Finalizado o curso, quando inserido no mercado de trabalho, vê-se diante do confronto entre
habilidades e competências desenvolvidas durante a formação acadêmica e aquelas
requeridas no exercício profissional. Tal vivência permite-lhe avaliar a adequação da
proposta pedagógica do curso realizado e resgatar aspectos intervenientes desse processo
(Dyrce, 2008).
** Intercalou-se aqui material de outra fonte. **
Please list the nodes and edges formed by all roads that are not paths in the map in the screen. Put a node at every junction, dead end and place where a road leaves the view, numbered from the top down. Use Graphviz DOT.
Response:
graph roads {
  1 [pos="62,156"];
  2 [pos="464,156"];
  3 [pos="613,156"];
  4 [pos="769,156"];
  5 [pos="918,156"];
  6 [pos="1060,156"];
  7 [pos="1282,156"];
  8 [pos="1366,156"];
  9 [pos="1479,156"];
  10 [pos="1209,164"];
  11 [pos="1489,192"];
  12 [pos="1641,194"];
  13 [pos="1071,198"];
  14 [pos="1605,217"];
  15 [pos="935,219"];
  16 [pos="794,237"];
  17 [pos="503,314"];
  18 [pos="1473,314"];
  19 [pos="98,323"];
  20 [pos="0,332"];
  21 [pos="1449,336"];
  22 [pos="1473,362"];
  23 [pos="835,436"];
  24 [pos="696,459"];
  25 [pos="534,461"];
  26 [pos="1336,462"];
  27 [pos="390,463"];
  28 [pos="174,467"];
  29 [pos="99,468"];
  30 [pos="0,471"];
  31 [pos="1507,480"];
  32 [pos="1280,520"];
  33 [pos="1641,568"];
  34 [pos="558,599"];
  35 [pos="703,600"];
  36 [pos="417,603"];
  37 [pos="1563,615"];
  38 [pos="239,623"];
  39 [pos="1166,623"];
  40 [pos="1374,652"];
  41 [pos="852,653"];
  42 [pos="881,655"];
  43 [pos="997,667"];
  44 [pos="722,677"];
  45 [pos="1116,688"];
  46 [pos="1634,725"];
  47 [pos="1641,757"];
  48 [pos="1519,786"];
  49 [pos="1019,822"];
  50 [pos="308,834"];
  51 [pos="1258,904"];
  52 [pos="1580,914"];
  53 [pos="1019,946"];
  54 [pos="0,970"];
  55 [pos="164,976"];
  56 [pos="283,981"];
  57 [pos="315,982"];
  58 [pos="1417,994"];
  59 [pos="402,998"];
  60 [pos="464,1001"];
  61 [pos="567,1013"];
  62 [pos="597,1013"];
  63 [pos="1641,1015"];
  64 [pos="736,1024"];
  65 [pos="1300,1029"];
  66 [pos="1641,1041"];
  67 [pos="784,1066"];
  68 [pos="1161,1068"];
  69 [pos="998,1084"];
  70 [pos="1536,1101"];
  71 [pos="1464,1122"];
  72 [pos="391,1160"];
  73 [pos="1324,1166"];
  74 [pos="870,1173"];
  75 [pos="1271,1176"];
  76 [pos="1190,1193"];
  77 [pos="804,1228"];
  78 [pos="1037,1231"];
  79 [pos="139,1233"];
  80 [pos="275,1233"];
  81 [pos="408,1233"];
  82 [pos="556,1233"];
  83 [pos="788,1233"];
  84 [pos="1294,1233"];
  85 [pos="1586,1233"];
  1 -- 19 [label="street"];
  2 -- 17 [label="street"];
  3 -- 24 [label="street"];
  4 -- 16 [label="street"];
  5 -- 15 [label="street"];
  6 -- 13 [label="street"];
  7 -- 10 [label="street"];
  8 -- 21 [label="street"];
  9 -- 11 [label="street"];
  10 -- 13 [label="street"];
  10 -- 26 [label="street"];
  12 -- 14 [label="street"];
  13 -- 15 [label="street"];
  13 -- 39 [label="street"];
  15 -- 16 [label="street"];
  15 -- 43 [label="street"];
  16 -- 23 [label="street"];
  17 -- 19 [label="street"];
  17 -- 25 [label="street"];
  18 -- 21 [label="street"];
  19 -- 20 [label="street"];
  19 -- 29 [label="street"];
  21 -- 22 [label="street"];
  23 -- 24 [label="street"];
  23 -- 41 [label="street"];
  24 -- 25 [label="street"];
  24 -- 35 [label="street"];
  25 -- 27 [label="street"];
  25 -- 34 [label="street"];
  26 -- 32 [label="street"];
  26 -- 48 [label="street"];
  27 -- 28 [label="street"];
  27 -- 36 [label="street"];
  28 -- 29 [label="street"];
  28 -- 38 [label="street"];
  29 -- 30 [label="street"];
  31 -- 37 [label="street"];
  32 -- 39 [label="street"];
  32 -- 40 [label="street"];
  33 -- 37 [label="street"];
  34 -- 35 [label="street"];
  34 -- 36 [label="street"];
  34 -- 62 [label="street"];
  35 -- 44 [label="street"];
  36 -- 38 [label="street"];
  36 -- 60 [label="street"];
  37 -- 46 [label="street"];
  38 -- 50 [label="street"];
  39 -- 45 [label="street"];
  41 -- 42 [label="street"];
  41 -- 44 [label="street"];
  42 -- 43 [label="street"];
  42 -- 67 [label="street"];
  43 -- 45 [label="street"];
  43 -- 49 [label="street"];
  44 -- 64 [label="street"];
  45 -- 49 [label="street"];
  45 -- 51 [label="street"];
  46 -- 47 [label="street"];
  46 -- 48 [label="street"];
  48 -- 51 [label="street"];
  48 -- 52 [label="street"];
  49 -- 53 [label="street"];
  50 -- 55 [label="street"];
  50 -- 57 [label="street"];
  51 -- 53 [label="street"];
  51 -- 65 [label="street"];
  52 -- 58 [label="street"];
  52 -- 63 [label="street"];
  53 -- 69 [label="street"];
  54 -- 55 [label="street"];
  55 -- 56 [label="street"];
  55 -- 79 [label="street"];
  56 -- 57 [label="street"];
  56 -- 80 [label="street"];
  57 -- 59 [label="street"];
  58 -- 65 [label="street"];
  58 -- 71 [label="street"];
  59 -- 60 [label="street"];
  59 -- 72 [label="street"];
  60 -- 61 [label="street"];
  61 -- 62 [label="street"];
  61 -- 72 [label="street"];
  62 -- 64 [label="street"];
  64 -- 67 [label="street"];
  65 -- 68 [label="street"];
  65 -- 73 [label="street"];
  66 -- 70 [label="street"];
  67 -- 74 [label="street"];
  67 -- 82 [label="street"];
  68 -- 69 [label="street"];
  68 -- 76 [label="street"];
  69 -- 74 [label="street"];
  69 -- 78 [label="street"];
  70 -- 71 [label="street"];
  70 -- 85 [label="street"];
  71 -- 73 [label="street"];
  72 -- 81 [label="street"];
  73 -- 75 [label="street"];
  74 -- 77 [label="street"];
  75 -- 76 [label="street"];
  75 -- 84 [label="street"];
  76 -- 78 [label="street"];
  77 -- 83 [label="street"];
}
Observar que avaliar constantemente os cursos de ensino superior também
tem sido uma forte preocupação do Ministério da Educação que, em 2004, instituiu o
Sistema Nacional de Avaliação da Educação Superior – Sinaes (Lei nº 10.861, de 14 de
abril de 2004), passando a avaliar os cursos de graduação, o desempenho acadêmico dos
estudantes, bem como a qualidade da formação oferecida em âmbito nacional.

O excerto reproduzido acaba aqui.